Exercise requirements
Check every line below for the word "highway" and give only the number of lines where it appears.
━━ Exercise inputs ━━
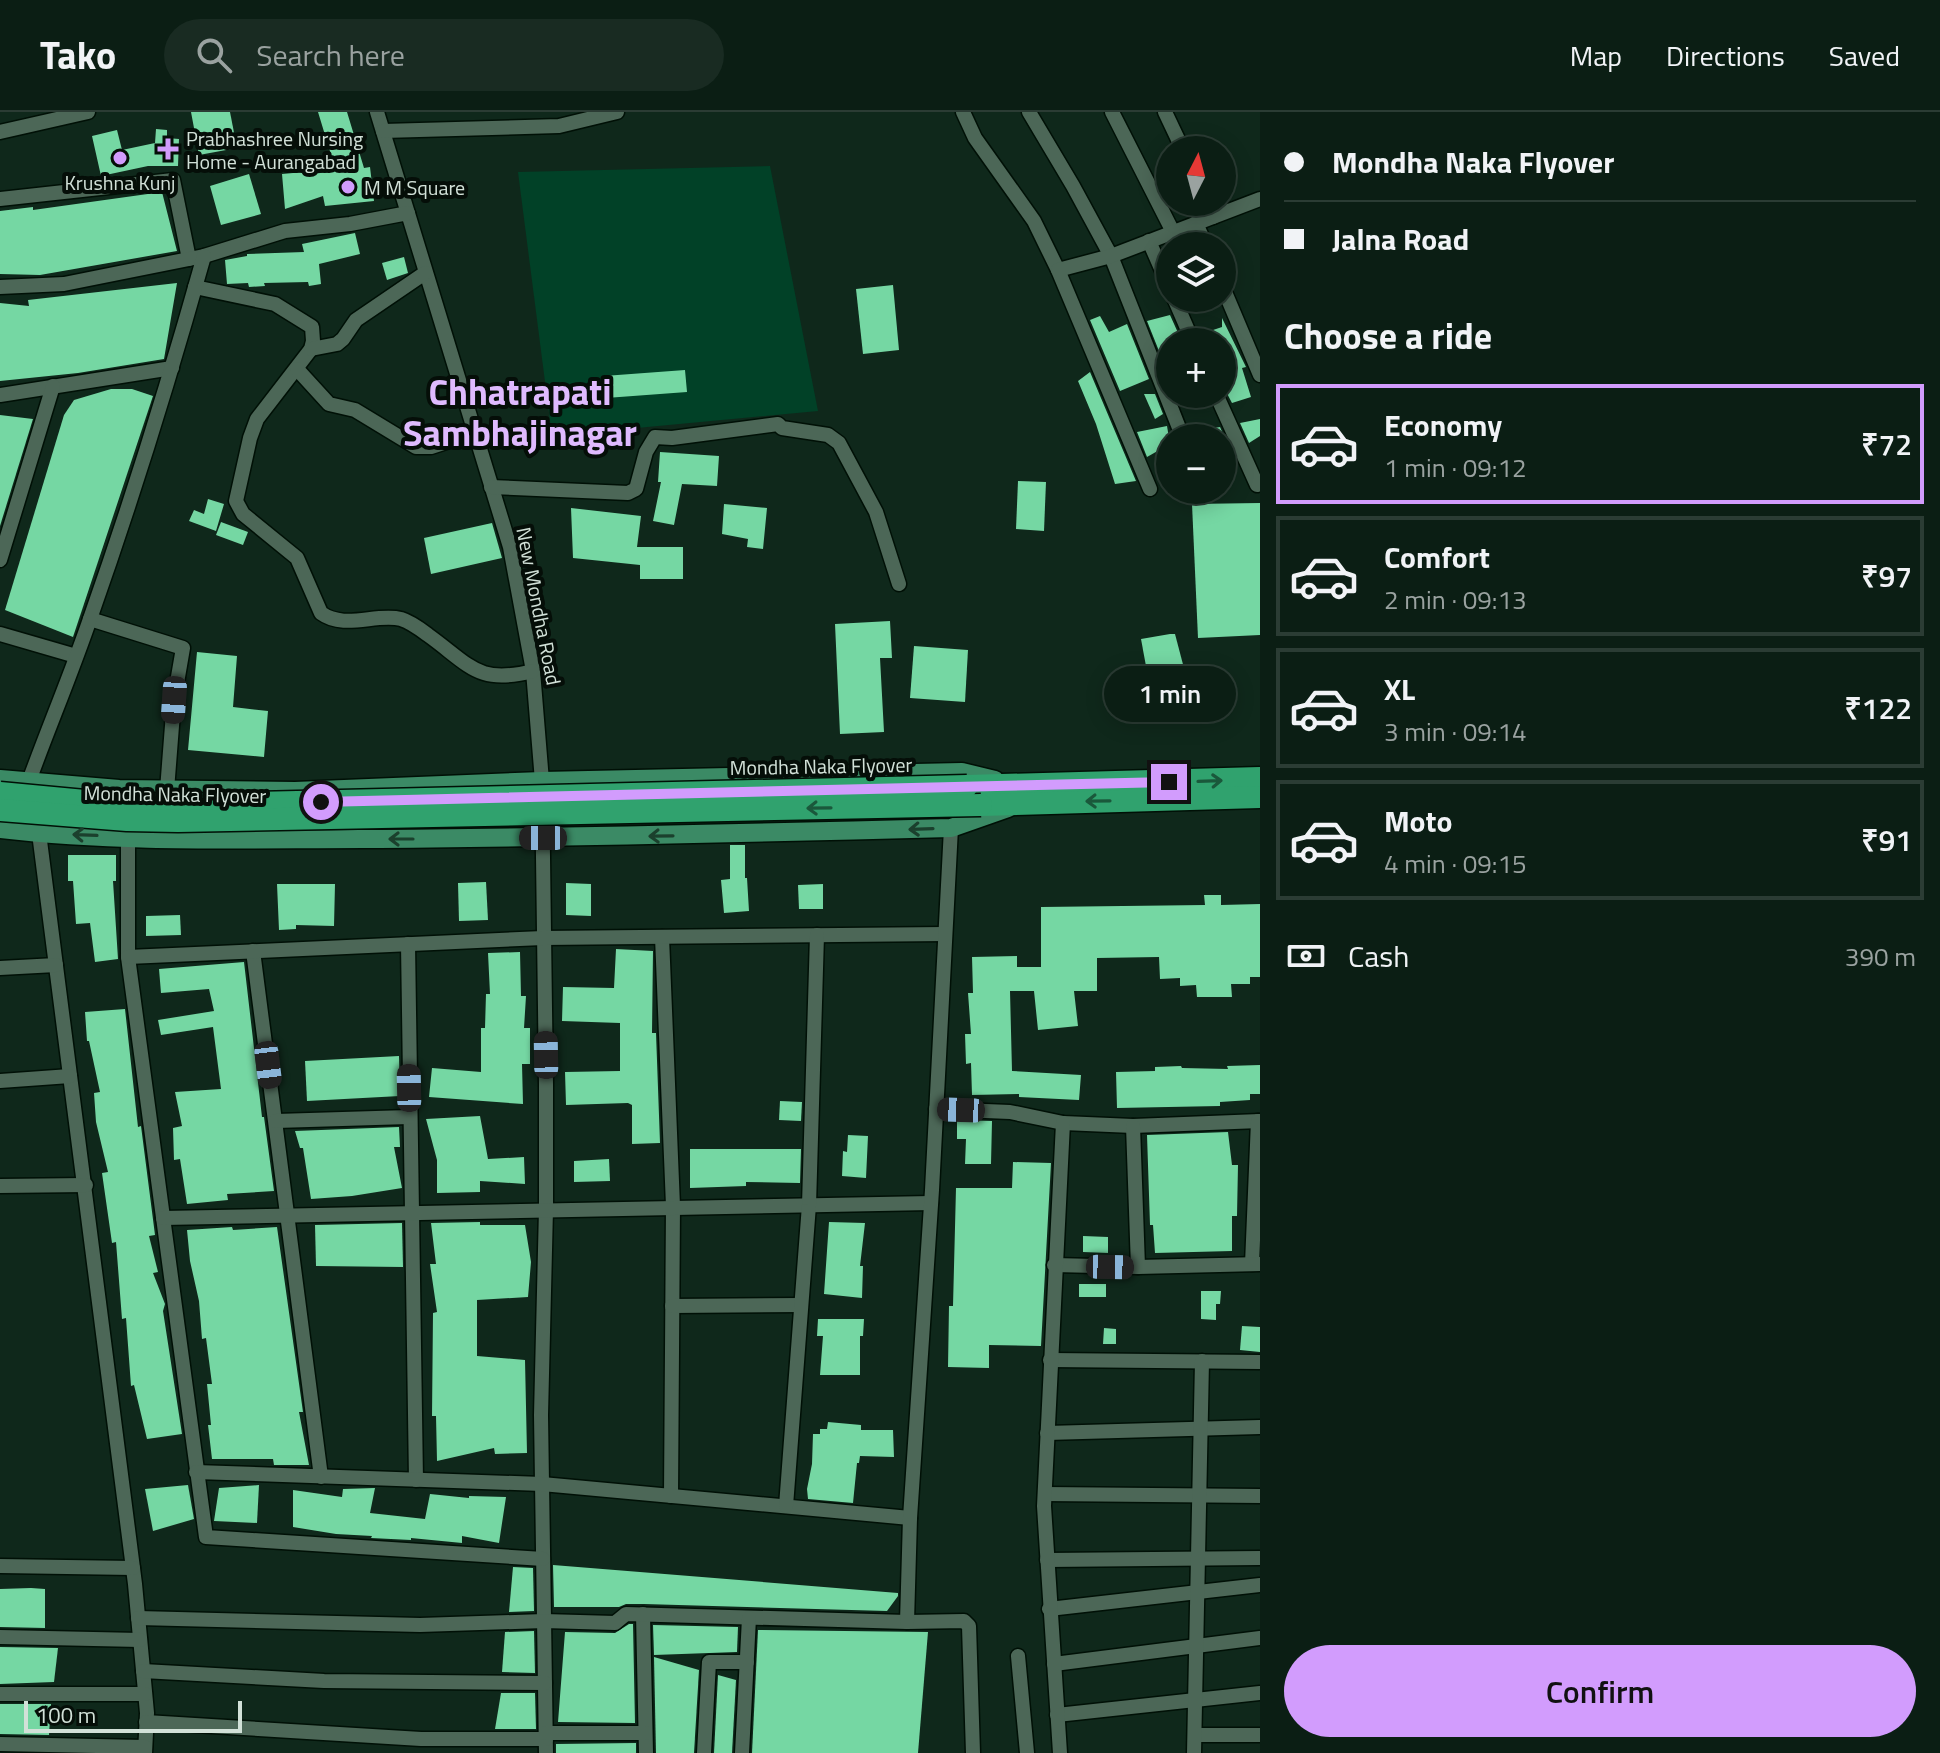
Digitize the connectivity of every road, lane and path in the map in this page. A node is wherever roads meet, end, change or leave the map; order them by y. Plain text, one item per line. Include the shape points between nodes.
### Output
1 (88, 112) edge
2 (377, 112) edge
3 (617, 112) edge
4 (963, 112) edge
5 (1029, 112) edge
6 (1112, 112) edge
7 (1165, 112) edge
8 (383, 131) junction
9 (0, 132) edge
10 (1176, 136) edge
11 (0, 199) edge
12 (1260, 199) edge
13 (408, 213) junction
14 (1213, 217) joint
15 (1196, 223) junction
16 (1173, 232) joint
17 (1200, 232) edge
18 (1156, 238) edge
19 (1149, 241) junction
20 (1111, 256) junction
21 (1156, 257) edge
22 (196, 258) junction
23 (1058, 270) junction
24 (425, 273) junction
25 (0, 287) edge
26 (195, 287) junction
27 (1233, 312) edge
28 (311, 349) junction
29 (172, 368) junction
30 (297, 369) junction
31 (1260, 375) edge
32 (53, 386) junction
33 (0, 395) edge
34 (1222, 408) edge
35 (1177, 424) edge
36 (474, 433) junction
37 (1257, 485) dead end
38 (491, 487) junction
39 (1150, 489) dead end
40 (0, 560) edge
41 (899, 584) dead end
42 (90, 619) junction
43 (0, 634) edge
44 (76, 656) junction
45 (533, 671) junction
46 (1260, 778) edge
47 (0, 779) edge
48 (29, 781) junction
49 (542, 781) junction
50 (167, 790) junction
51 (0, 793) edge
52 (1021, 795) junction
53 (1260, 797) edge
54 (0, 810) edge
55 (951, 828) junction
56 (0, 829) edge
57 (39, 833) junction
58 (128, 837) junction
59 (543, 838) junction
60 (945, 934) junction
61 (817, 935) junction
62 (662, 937) junction
63 (543, 938) junction
64 (408, 944) junction
65 (253, 951) junction
66 (128, 957) junction
67 (56, 965) junction
68 (0, 968) edge
69 (70, 1076) junction
70 (0, 1081) edge
71 (936, 1109) junction
72 (409, 1117) junction
73 (276, 1121) junction
74 (1259, 1121) edge
75 (1063, 1123) junction
76 (1133, 1126) junction
77 (86, 1185) junction
78 (0, 1186) edge
79 (931, 1203) junction
80 (809, 1205) junction
81 (673, 1206) junction
82 (546, 1209) junction
83 (410, 1211) junction
84 (288, 1214) junction
85 (163, 1218) junction
86 (1256, 1264) edge
87 (1054, 1265) junction
88 (1138, 1267) junction
89 (801, 1305) junction
90 (672, 1306) junction
91 (1050, 1360) junction
92 (1202, 1361) junction
93 (1260, 1362) edge
94 (1201, 1427) junction
95 (1260, 1427) edge
96 (1047, 1433) junction
97 (196, 1472) junction
98 (321, 1477) junction
99 (416, 1480) junction
100 (542, 1484) junction
101 (1045, 1494) junction
102 (671, 1496) junction
103 (1199, 1496) junction
104 (1260, 1496) edge
105 (786, 1506) junction
106 (910, 1518) junction
107 (1260, 1558) edge
108 (543, 1559) junction
109 (1197, 1559) junction
110 (1047, 1560) junction
111 (0, 1566) edge
112 (133, 1568) junction
113 (1260, 1585) edge
114 (1197, 1592) junction
115 (1049, 1609) junction
116 (643, 1614) junction
117 (138, 1618) junction
118 (749, 1618) junction
119 (544, 1621) junction
120 (907, 1622) junction
121 (0, 1637) edge
122 (1260, 1638) edge
123 (140, 1640) junction
124 (1196, 1648) junction
125 (1018, 1656) dead end
126 (747, 1662) junction
127 (1054, 1664) junction
128 (143, 1671) junction
129 (545, 1683) junction
130 (1260, 1693) edge
131 (0, 1694) edge
132 (145, 1694) junction
133 (1195, 1701) junction
134 (1057, 1715) junction
135 (146, 1722) junction
136 (645, 1733) junction
137 (1195, 1735) junction
138 (1260, 1735) edge
139 (546, 1742) edge
140 (0, 1744) edge
141 (69, 1749) edge
142 (116, 1750) edge
143 (145, 1750) edge
144 (646, 1753) edge
145 (704, 1753) edge
146 (742, 1753) edge
147 (973, 1753) edge
148 (1027, 1753) edge
149 (1060, 1753) edge
150 (1194, 1753) edge

1 - 9 street
2 - 8 street, New Mondha Road
3 - 8 street via 559,126
4 - 23 street via 975,138 1034,221
5 - 20 street
6 - 16 street
7 - 10 street
8 - 13 street, New Mondha Road
11 - 22 street via 173,180
12 - 14 street
13 - 22 street via 285,231
13 - 24 street, New Mondha Road
14 - 15 street
15 - 16 street
15 - 17 street
18 - 19 street
19 - 20 street
19 - 21 street
20 - 23 street
20 - 35 street
22 - 25 street via 64,284
22 - 26 street
23 - 39 street
24 - 28 street via 356,320 337,344
24 - 36 street, New Mondha Road
26 - 28 street via 275,304 312,327
26 - 29 street
27 - 31 street
28 - 30 street
29 - 32 street
29 - 42 street
30 - 36 street via 329,404 355,410 416,447
30 - 45 street via 257,419 237,492 238,508 297,558 327,617 402,619 482,675 509,677
32 - 33 street
32 - 40 street
34 - 37 street
36 - 38 street, New Mondha Road
38 - 41 street via 628,493 636,489 655,437 778,424 828,435 839,443 876,512
38 - 45 street, New Mondha Road via 510,547
42 - 44 street
42 - 50 street via 183,648
43 - 44 street
44 - 48 street
45 - 49 street, New Mondha Road
52 -> 46 highway
47 - 48 main road
48 - 50 main road
49 - 50 main road via 295,791
49 - 52 main road via 962,772
49 - 59 street, New Mondha Road
51 - 52 highway, Mondha Naka Flyover, bridge via 174,805 967,786
53 -> 52 highway
52 -> 54 highway, Mondha Naka Flyover, bridge via 981,805 178,821
52 - 55 main road
55 -> 59 main road
55 - 60 street
56 - 57 main road
58 -> 57 main road
57 - 67 street
59 -> 58 main road
58 - 66 street
59 - 63 street, New Mondha Road
60 - 61 street
60 - 71 street
61 - 62 street
61 - 80 street
62 - 63 street
62 - 81 street
63 - 64 street
63 - 82 street, New Mondha Road
64 - 65 street
64 - 72 street
65 - 66 street
65 - 73 street
66 - 85 street
67 - 68 street
67 - 69 street
69 - 70 street
69 - 77 street
71 - 75 street via 1010,1112
71 - 79 street
72 - 73 street
72 - 83 street
73 - 84 street
74 - 76 street
74 - 86 street
75 - 76 street
75 - 87 street
76 - 88 street
77 - 78 street
77 - 112 street
79 - 80 street
79 - 106 street
80 - 81 street
80 - 89 street
81 - 82 street
81 - 90 street
82 - 83 street
82 - 100 street, New Mondha Road
83 - 84 street
83 - 99 street
84 - 85 street
84 - 98 street
85 - 97 street
86 - 88 street
87 - 88 street
87 - 91 street
89 - 90 street
89 - 105 street
90 - 102 street
91 - 92 street
91 - 96 street
92 - 93 street
92 - 94 street
94 - 95 street
94 - 96 street
94 - 103 street
96 - 101 street
97 - 98 street
97 - 108 street via 206,1537
98 - 99 street
99 - 100 street
100 - 102 street
100 - 108 street, New Mondha Road
101 - 103 street
101 - 110 street
102 - 105 street
103 - 104 street
103 - 109 street
105 - 106 street
106 - 120 street
107 - 109 street
108 - 119 street, New Mondha Road
109 - 110 street
109 - 114 street
110 - 115 street
111 - 112 street
112 - 117 street
113 - 114 street
114 - 115 street
114 - 124 street
115 - 127 street
116 - 118 street
116 - 119 street via 626,1614 615,1623
116 - 136 street
117 - 119 street via 420,1625
117 - 123 street
118 - 120 street
118 - 126 street
119 - 129 street, New Mondha Road
120 - 147 street via 967,1622
121 - 123 street
122 - 124 street
123 - 128 street
124 - 127 street
124 - 133 street
125 - 148 street
126 - 145 street via 709,1662
126 - 146 street
127 - 134 street
128 - 129 street via 324,1681
128 - 132 street
129 - 139 street, New Mondha Road
130 - 133 street
131 - 132 street
132 - 135 street
133 - 134 street
133 - 137 street
134 - 149 street
135 - 139 street
135 - 143 street
136 - 139 street
136 - 144 street
137 - 138 street
137 - 150 street
140 - 141 street
141 - 142 street
142 - 143 street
━━━
Response to this exercise
4